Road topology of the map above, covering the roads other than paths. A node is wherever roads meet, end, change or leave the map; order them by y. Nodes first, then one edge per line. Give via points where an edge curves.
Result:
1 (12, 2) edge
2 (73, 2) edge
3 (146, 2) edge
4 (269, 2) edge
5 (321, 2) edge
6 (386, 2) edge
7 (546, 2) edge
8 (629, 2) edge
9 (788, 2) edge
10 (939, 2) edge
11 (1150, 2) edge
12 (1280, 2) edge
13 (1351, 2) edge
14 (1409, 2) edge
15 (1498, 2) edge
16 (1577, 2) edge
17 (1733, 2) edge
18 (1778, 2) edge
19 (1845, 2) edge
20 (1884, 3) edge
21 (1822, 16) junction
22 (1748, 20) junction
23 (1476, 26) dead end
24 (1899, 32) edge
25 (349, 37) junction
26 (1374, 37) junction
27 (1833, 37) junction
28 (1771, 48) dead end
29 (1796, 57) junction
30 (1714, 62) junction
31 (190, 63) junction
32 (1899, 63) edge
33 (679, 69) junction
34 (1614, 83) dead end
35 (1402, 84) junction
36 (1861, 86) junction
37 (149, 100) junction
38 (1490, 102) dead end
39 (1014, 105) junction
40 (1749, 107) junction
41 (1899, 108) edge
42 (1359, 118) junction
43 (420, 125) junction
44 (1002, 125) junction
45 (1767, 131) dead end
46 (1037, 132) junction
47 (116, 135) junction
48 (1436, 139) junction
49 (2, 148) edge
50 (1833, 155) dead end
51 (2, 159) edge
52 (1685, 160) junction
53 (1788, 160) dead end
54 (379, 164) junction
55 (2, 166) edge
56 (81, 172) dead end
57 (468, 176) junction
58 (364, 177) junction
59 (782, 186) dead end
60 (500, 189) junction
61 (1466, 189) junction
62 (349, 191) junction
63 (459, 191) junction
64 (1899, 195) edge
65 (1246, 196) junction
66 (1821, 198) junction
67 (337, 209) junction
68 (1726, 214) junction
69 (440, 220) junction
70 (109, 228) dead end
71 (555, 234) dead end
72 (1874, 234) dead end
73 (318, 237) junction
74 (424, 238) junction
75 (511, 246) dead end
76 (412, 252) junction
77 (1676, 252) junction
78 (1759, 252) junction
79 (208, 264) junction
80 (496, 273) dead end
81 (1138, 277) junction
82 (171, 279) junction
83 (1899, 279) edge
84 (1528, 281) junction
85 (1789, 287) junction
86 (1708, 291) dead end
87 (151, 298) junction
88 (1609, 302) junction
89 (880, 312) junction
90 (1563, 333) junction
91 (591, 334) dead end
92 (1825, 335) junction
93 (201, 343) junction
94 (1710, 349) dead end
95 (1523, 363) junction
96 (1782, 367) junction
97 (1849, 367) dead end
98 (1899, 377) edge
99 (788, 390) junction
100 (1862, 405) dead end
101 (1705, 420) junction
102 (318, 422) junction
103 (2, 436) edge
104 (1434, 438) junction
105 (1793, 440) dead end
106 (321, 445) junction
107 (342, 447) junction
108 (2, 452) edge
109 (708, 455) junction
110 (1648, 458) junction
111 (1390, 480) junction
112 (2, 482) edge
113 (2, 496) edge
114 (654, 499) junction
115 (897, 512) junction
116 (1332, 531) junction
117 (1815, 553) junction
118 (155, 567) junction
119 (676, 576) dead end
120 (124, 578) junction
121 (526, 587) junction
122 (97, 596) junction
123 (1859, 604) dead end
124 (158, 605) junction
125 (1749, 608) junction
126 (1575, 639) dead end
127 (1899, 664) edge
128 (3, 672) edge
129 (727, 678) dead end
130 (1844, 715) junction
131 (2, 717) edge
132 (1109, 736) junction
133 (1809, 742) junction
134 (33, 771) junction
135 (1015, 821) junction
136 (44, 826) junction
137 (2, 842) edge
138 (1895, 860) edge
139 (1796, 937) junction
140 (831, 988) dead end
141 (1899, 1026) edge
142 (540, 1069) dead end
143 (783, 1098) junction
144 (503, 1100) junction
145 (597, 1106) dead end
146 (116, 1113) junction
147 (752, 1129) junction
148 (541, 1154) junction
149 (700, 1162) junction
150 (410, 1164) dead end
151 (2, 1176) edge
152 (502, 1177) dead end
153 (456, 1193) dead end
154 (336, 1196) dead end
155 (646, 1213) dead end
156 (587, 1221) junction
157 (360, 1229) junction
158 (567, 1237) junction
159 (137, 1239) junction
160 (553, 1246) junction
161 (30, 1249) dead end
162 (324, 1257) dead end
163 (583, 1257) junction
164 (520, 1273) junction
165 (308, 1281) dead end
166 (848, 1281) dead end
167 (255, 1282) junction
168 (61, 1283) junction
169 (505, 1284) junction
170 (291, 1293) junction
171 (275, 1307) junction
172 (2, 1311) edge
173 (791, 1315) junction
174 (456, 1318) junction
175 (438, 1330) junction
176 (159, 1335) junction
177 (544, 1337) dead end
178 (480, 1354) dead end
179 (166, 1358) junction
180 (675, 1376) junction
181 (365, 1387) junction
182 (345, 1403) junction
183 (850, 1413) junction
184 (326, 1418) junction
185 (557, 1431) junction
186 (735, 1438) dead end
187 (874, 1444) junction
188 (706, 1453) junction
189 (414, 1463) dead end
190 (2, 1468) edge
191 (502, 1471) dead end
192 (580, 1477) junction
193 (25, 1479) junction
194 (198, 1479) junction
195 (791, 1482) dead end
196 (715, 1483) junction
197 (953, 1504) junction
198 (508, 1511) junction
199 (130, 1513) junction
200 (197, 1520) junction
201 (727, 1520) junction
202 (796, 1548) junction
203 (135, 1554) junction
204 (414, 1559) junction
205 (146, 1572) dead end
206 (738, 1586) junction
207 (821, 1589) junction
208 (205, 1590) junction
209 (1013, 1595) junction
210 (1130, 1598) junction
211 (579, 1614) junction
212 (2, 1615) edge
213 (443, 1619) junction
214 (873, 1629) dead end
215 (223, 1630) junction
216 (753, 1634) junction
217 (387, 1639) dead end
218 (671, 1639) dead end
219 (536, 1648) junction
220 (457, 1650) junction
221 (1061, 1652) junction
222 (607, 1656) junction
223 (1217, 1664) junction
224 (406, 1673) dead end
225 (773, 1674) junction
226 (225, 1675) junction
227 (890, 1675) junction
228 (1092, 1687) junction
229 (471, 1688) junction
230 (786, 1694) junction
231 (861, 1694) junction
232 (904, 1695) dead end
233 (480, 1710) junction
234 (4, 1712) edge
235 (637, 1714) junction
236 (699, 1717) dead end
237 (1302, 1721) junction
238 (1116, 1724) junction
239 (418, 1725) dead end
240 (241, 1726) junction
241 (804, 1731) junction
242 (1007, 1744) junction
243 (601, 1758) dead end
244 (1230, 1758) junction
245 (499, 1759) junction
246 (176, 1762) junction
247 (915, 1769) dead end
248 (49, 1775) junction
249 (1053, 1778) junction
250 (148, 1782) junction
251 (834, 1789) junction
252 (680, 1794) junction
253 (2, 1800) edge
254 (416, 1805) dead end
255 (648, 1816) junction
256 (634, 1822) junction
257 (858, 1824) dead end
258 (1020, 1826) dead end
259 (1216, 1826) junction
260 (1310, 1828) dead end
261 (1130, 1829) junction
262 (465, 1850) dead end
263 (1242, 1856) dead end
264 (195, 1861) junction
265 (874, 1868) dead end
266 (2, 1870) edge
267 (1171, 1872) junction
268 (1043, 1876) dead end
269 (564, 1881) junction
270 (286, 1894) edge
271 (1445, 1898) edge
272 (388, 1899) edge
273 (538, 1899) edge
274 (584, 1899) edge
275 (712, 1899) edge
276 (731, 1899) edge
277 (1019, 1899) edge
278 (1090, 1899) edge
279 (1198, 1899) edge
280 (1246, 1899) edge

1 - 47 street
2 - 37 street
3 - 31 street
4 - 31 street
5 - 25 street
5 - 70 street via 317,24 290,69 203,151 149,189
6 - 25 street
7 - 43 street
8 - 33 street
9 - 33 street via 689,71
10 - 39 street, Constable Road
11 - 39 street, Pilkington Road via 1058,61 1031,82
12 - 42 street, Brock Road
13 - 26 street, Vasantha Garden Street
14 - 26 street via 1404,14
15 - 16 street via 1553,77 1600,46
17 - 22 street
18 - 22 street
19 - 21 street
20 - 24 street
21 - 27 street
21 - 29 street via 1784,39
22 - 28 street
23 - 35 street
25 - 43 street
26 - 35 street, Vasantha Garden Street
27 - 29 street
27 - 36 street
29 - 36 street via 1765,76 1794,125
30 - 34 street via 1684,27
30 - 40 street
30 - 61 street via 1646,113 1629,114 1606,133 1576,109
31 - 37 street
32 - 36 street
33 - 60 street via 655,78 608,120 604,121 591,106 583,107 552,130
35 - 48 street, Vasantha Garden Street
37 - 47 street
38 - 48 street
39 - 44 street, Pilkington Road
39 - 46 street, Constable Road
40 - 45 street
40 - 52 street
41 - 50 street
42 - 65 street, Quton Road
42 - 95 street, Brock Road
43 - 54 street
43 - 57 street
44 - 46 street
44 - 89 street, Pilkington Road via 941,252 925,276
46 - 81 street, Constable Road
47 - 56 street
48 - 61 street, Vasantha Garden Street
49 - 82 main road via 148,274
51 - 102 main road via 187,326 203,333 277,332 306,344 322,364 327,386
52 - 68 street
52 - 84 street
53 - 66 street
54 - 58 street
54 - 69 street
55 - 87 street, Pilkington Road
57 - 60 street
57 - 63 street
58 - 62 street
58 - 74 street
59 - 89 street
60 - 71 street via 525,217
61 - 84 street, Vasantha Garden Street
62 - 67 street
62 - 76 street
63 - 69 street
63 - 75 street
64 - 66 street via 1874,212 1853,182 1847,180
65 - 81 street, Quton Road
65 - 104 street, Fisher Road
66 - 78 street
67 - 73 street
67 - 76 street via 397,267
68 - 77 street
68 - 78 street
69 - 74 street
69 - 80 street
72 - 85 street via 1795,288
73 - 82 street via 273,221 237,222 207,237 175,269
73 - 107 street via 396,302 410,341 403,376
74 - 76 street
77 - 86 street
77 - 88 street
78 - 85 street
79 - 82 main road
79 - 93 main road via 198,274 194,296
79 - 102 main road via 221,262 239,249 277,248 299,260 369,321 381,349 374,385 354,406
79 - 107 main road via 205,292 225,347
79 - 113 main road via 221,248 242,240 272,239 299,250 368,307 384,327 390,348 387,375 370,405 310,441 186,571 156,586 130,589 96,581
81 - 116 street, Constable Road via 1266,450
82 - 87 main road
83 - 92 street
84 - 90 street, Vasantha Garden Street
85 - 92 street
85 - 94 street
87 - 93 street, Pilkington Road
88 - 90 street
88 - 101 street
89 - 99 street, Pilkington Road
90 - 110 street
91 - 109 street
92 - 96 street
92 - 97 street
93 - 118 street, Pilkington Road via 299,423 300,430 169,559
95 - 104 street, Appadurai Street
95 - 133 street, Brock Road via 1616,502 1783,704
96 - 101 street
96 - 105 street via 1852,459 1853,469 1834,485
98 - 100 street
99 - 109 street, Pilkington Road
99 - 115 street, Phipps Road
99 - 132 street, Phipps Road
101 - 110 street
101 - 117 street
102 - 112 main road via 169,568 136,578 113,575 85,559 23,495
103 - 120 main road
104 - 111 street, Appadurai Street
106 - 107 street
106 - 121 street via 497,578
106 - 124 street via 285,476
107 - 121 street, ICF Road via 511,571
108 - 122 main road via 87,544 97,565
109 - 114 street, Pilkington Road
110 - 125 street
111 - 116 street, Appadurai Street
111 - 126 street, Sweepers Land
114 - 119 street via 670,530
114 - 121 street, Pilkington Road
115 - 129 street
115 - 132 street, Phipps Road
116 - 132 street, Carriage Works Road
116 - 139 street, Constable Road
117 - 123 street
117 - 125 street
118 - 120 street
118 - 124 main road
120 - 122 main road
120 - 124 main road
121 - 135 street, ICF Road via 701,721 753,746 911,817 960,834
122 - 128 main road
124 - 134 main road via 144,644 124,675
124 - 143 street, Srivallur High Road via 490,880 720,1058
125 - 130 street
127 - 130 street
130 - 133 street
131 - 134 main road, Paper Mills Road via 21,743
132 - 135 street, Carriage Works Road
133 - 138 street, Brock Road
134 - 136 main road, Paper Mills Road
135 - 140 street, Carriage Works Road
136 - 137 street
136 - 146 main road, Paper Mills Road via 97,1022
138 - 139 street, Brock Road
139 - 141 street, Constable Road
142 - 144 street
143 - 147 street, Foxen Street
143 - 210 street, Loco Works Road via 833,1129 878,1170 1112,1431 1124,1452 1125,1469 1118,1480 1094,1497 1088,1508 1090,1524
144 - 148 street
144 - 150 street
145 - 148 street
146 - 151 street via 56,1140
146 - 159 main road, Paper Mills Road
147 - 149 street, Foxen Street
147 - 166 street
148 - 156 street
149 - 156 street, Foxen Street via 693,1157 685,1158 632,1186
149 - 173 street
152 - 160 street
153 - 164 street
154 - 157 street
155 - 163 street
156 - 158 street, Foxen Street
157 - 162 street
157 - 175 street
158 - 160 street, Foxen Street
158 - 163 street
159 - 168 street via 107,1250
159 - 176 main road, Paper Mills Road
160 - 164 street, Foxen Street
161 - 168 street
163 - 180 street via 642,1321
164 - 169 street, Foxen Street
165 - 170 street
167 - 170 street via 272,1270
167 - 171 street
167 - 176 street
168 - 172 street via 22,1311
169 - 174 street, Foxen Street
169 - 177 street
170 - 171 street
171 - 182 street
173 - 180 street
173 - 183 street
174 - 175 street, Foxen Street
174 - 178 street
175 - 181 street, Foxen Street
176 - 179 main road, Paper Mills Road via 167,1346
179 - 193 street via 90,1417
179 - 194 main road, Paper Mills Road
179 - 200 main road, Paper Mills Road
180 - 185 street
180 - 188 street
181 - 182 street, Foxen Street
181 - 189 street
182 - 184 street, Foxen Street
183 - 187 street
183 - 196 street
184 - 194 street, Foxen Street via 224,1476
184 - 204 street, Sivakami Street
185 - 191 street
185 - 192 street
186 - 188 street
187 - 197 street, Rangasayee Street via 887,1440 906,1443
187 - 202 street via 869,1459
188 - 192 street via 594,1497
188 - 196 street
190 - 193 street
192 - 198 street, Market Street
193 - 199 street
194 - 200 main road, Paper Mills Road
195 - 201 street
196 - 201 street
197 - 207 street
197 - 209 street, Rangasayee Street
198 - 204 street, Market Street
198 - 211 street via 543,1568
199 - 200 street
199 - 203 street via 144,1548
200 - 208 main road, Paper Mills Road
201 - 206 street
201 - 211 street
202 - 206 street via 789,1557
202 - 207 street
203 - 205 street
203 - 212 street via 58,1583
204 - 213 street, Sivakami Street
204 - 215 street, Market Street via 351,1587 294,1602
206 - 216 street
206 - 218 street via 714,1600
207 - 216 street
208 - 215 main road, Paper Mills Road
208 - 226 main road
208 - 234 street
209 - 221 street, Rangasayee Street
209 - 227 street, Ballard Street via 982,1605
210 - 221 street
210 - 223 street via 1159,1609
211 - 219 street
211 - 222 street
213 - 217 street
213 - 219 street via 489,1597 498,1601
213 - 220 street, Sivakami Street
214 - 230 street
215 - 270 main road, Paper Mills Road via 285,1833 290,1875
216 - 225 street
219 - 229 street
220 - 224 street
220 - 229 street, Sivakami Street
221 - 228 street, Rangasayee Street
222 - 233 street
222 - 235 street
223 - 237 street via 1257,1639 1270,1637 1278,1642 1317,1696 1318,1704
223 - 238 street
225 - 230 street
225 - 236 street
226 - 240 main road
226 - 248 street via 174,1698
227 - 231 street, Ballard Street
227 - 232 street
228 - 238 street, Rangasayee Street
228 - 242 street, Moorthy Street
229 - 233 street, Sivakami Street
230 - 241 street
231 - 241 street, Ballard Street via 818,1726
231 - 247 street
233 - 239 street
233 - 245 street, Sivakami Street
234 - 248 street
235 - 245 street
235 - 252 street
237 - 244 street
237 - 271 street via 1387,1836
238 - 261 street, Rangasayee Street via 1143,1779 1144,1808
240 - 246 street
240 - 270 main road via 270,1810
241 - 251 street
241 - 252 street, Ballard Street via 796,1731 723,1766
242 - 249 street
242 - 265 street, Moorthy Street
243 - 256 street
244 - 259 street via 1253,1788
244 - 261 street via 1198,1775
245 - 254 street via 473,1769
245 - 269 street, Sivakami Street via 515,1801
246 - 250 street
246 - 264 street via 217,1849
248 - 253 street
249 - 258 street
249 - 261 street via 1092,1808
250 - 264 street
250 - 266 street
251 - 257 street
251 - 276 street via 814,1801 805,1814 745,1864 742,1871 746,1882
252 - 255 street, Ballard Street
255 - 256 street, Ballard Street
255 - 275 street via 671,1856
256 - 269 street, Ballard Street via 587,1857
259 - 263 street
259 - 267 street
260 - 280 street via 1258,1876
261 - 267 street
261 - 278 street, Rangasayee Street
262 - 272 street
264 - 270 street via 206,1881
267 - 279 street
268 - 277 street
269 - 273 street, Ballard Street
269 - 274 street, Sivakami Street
+++
=== REQUIRED ACTION ===
Wherever the word "Ballard" appears in the records above, copy that line.

=== WRITTEN SOLUTION ===
209 - 227 street, Ballard Street via 982,1605
227 - 231 street, Ballard Street
231 - 241 street, Ballard Street via 818,1726
241 - 252 street, Ballard Street via 796,1731 723,1766
252 - 255 street, Ballard Street
255 - 256 street, Ballard Street
256 - 269 street, Ballard Street via 587,1857
269 - 273 street, Ballard Street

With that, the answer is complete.